7. The windless constant temperature and humidity system applied to cultural relic storage is characterized by comprising an airtight heat-preservation cultural relic storage cabinet, a temperature control device, a cold accumulation pool and a control system;

the airtight heat-preservation cultural relic storage cabinet is sealed and isolated from the outside air;

the temperature control device is used for cooling or heating the medium and comprises a refrigerating system for cooling the medium and a heater for heating the medium;

the cold accumulation pool is used for storing media, the airtight heat-preservation cultural relic storage cabinet, the temperature control device and the cold accumulation pool are connected through pipelines to form a medium loop, a radiation plate is arranged at the part of the loop, which is positioned in the airtight heat-preservation cultural relic storage cabinet, and a plurality of pipelines connected in parallel are arranged in the radiation plate;

the control system detects the temperature in the airtight heat-preservation cultural relic storage cabinet through a first temperature sensor arranged in the airtight heat-preservation cultural relic storage cabinet, detects the humidity in the airtight heat-preservation cultural relic storage cabinet through a humidity sensor arranged in the airtight heat-preservation cultural relic storage cabinet, detects the temperature of a medium in the cold storage pool through a second temperature sensor arranged in the cold storage pool, and executes the windless constant temperature and humidity control method applied to cultural relic storage according to any one of claims 1-6 according to the detected temperature and humidity to control the temperature control system to work so that the temperature and humidity in the airtight heat-preservation cultural relic storage cabinet are in a set range.

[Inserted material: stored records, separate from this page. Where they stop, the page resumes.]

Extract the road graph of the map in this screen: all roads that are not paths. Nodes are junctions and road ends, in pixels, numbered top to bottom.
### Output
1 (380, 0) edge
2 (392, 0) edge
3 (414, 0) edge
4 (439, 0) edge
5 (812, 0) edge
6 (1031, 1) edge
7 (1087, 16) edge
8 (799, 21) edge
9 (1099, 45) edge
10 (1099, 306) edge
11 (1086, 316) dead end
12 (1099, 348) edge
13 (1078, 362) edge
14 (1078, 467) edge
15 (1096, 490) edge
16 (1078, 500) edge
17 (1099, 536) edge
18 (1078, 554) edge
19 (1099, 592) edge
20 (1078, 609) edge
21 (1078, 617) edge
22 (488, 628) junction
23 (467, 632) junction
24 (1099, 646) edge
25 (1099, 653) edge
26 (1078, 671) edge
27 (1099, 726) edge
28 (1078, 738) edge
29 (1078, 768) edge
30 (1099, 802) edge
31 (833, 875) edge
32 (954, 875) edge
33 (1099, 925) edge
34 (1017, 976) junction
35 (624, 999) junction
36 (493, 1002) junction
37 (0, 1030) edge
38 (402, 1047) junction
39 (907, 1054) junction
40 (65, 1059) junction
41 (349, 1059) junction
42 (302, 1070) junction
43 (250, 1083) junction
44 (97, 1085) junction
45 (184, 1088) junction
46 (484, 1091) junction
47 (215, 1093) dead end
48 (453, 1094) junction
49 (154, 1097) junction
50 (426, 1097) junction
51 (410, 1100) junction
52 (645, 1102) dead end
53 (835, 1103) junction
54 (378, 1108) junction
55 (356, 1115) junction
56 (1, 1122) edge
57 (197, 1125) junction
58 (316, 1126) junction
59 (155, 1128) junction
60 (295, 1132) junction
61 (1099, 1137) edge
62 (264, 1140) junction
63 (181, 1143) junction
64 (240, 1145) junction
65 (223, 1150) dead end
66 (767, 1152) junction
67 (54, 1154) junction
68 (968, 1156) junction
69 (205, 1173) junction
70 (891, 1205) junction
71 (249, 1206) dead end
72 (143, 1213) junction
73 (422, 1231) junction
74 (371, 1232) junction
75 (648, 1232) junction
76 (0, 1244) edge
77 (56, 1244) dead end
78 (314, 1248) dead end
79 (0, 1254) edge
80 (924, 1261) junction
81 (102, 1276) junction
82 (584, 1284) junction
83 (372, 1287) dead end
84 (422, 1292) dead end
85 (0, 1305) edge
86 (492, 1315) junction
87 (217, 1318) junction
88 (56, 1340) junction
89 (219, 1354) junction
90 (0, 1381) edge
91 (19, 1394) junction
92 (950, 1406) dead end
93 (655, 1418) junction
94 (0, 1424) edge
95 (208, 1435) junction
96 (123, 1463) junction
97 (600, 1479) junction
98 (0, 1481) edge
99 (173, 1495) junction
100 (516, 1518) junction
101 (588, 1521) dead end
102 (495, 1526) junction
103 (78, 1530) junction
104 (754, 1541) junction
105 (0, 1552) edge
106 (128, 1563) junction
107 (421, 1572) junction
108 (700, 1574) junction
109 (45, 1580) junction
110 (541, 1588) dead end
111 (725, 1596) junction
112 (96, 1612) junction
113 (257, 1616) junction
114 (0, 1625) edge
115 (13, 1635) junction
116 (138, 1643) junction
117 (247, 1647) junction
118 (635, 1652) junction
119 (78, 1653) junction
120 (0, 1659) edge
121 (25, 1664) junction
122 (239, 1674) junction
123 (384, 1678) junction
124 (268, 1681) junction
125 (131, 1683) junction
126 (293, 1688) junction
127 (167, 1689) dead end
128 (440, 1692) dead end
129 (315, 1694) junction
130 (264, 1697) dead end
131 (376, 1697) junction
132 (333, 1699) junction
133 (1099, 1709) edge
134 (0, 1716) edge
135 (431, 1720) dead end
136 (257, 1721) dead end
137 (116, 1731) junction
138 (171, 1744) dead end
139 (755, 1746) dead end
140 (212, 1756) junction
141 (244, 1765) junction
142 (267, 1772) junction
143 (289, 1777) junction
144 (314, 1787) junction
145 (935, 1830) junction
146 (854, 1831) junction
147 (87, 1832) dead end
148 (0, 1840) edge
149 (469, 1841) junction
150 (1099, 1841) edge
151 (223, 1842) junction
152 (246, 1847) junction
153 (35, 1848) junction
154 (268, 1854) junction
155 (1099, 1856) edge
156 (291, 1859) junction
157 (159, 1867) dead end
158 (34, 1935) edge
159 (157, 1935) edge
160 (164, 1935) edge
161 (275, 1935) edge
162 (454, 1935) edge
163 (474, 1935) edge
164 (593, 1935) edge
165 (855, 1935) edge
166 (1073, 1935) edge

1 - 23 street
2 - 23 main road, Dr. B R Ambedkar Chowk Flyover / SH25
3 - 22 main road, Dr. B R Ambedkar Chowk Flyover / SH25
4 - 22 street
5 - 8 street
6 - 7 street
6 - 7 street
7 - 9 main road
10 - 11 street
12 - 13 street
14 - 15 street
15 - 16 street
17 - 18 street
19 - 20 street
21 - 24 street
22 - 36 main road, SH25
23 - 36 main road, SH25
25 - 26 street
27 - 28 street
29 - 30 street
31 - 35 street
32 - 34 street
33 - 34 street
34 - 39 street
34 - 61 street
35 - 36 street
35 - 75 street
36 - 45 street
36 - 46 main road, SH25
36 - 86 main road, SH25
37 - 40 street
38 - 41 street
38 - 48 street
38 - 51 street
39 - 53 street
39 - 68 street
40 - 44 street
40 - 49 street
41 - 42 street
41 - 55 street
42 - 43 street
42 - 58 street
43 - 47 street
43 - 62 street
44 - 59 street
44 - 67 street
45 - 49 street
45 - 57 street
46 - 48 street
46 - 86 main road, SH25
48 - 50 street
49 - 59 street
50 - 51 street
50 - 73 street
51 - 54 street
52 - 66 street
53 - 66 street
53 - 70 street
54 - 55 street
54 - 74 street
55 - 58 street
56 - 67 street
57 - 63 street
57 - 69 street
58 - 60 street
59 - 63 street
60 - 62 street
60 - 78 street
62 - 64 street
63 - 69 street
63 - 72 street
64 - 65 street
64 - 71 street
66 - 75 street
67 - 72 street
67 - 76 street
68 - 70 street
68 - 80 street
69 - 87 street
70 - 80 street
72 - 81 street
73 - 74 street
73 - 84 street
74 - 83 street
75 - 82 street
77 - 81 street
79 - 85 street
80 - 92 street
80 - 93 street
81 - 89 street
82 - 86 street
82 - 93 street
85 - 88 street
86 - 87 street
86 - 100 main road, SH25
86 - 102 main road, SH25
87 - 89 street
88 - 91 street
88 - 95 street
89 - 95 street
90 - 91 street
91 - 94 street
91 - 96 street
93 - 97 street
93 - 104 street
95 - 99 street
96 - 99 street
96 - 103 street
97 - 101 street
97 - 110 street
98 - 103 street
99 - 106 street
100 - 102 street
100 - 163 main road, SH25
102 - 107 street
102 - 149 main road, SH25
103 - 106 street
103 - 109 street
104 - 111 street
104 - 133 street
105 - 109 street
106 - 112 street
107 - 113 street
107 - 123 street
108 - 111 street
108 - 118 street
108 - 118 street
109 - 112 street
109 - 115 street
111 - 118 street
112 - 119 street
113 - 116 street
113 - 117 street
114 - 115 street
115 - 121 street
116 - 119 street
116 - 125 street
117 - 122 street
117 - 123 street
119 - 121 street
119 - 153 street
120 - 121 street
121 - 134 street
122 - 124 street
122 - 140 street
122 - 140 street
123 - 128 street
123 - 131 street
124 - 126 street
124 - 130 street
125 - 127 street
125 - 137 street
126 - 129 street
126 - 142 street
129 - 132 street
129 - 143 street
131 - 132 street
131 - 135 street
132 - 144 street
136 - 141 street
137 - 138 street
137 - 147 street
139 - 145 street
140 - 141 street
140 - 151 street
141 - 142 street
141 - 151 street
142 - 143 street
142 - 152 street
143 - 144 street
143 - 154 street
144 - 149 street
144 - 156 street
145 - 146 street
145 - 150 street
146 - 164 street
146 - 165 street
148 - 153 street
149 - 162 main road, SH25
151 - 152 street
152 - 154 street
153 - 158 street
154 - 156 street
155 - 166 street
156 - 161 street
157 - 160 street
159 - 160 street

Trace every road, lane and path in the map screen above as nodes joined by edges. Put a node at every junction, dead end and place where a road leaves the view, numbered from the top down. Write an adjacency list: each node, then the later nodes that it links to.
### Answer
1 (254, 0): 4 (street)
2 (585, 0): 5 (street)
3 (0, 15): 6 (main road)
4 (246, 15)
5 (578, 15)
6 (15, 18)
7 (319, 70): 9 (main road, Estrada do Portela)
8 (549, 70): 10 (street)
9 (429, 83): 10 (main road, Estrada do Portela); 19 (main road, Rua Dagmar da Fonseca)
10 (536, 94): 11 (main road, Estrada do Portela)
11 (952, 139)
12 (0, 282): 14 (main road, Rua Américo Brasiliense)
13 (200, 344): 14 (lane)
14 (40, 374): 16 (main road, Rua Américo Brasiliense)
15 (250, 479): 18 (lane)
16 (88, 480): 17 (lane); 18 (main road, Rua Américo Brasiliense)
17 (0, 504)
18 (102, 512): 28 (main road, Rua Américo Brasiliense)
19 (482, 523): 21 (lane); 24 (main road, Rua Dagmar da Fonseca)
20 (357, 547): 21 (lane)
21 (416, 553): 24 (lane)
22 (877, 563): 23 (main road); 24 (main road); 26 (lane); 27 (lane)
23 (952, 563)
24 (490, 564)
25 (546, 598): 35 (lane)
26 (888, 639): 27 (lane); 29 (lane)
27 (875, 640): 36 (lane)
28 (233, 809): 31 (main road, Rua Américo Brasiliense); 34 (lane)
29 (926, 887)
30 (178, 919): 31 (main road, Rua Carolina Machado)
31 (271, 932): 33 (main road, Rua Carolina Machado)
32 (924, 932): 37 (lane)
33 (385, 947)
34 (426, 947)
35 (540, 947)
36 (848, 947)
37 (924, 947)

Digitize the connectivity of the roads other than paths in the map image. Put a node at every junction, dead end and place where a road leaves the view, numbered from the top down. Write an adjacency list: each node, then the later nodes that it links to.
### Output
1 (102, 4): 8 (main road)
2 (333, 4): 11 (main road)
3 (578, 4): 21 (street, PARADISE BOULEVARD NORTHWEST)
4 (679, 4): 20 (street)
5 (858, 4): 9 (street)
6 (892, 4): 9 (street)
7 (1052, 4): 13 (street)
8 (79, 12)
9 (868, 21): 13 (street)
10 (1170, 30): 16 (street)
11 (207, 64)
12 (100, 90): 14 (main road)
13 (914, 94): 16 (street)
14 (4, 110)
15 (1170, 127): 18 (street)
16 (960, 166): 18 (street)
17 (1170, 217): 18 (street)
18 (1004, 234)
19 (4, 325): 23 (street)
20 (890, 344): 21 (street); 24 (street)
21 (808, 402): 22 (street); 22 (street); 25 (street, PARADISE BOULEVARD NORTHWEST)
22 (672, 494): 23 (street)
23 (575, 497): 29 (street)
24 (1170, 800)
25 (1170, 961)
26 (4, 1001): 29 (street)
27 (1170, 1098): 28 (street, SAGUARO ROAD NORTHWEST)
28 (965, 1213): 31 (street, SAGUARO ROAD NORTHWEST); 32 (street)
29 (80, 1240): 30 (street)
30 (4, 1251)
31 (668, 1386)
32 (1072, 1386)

8. The windless constant temperature and humidity system for cultural relic storage according to claim 7, wherein a water pump is arranged on a loop between the cold accumulation tank and the airtight thermal insulation cultural relic storage cabinet for driving a medium to flow in the loop.

9. The windless constant temperature and humidity system for cultural relic storage according to claim 7, wherein a humidity regulator is arranged in the airtight thermal insulation cultural relic storage cabinet for passive regulation of humidity in the airtight thermal insulation cultural relic storage cabinet so as to reduce the amplitude of humidity drop in the airtight thermal insulation cultural relic storage cabinet in the refrigerating and cooling process.

10. The windless constant temperature and humidity system for cultural relic storage according to claim 7, wherein said medium is water;

the cold accumulation pool is arranged in an anti-evaporation closed structure.